Using regex, I want to detect if a specific word exists within brackets in a string, if it does, remove the bracket and it's content.
The words I want to target are:
picture
see
lorem
So, here are 3 string examples:
$text1 = 'Hello world (see below).';
$text2 = 'Lorem ipsum (there is a picture here) world!';
$text3 = 'Attack on titan (is lorem) great but (should not be removed).';
What regex can I use with preg_replace():
$text = preg_replace($regex, '' , $text);
To remove these brackets and their content if they contain those words?
Result should be:
$text1 = 'Hello world.';
$text2 = 'Lorem ipsum world!';
$text3 = 'Attack on titan great but (should not be removed).';
Here's an ideone for testing.
You could use the following approach (thanks to @Casimir for pointing out an error before!):
<?php
$regex = '~
(\h*\( # capture groups, open brackets
[^)]*? # match everything BUT a closing bracket lazily
(?i:picture|see|lorem) # up to one of the words, case insensitive
[^)]*? # same construct as above
\)) # up to a closing bracket
~x'; # verbose modifier
$text = array();
$text[] = 'Hello world (see below).';
$text[] = 'Lorem ipsum (there is a picture here) world!';
$text[] = 'Attack on titan (is lorem) great but (should not be removed).';
for ($i=0;$i<count($text);$i++)
$text[$i] = preg_replace($regex, '', $text[$i]);
print_r($text);
?>
See a demo on ideone.com and on regex101.com.

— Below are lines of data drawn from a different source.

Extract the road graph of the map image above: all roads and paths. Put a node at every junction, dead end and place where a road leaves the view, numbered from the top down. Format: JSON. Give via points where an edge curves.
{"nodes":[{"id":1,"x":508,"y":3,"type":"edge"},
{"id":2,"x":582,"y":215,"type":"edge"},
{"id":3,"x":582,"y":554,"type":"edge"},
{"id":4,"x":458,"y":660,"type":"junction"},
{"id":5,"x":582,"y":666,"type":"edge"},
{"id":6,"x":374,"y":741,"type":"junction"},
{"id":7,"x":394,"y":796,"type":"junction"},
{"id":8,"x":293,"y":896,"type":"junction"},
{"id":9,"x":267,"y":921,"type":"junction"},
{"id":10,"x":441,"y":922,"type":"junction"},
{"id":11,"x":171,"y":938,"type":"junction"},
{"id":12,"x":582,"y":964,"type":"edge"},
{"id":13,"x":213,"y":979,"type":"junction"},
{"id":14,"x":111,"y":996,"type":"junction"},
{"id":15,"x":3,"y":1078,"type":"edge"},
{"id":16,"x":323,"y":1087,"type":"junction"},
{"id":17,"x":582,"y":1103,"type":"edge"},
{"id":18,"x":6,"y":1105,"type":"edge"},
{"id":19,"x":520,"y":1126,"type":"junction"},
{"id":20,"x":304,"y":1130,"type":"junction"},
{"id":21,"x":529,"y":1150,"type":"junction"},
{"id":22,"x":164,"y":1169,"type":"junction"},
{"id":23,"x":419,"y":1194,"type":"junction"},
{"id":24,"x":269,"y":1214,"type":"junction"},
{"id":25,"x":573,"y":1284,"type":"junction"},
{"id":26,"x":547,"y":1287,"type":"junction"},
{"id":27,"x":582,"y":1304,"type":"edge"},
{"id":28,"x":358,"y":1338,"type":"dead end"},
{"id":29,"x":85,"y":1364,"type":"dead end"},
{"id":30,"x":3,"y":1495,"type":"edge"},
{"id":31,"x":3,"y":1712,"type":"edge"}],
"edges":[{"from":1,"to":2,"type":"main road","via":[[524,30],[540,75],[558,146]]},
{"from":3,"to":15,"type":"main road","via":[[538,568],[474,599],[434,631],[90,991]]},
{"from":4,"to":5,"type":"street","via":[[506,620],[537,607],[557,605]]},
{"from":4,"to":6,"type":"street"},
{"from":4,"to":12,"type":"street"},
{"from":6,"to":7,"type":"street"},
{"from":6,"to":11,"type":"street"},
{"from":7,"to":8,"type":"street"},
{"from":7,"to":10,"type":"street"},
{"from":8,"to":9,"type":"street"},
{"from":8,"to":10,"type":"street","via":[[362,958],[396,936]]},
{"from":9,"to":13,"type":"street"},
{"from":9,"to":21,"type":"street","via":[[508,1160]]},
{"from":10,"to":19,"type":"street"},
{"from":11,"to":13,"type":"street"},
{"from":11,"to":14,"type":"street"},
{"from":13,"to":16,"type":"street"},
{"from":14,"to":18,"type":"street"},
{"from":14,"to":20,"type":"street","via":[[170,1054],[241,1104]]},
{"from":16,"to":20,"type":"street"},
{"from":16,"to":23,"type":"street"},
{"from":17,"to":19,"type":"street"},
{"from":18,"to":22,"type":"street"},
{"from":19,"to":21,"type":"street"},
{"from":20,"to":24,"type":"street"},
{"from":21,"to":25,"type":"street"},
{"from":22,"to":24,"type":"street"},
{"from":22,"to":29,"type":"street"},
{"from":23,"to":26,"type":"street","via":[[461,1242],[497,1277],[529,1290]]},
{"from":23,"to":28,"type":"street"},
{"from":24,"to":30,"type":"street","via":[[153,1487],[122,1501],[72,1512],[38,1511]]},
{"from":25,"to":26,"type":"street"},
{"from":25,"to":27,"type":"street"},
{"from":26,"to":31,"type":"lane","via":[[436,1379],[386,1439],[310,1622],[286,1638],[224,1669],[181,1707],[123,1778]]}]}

You can use this regex for searching:
\h*\([^)]*\b(?:picture|see|lorem)\b[^)]*\)
Which means
\h* # match 0 or more horizontal spaces
\( # match left (
[^)]* # match 0 or more of any char that is not )
\b # match a word boundary
(?:picture|see|lorem) # match any of the 3 keywords
\b # match a word boundary
[^)]* # match 0 or more of any char that is not )
\) # match right )
and replace by empty string:
RegEx Demo
Code:
$re = '/\h*\([^)]*\b(?:picture|see|lorem)\b[^)]*\)/';
$result = preg_replace($re, '', $input);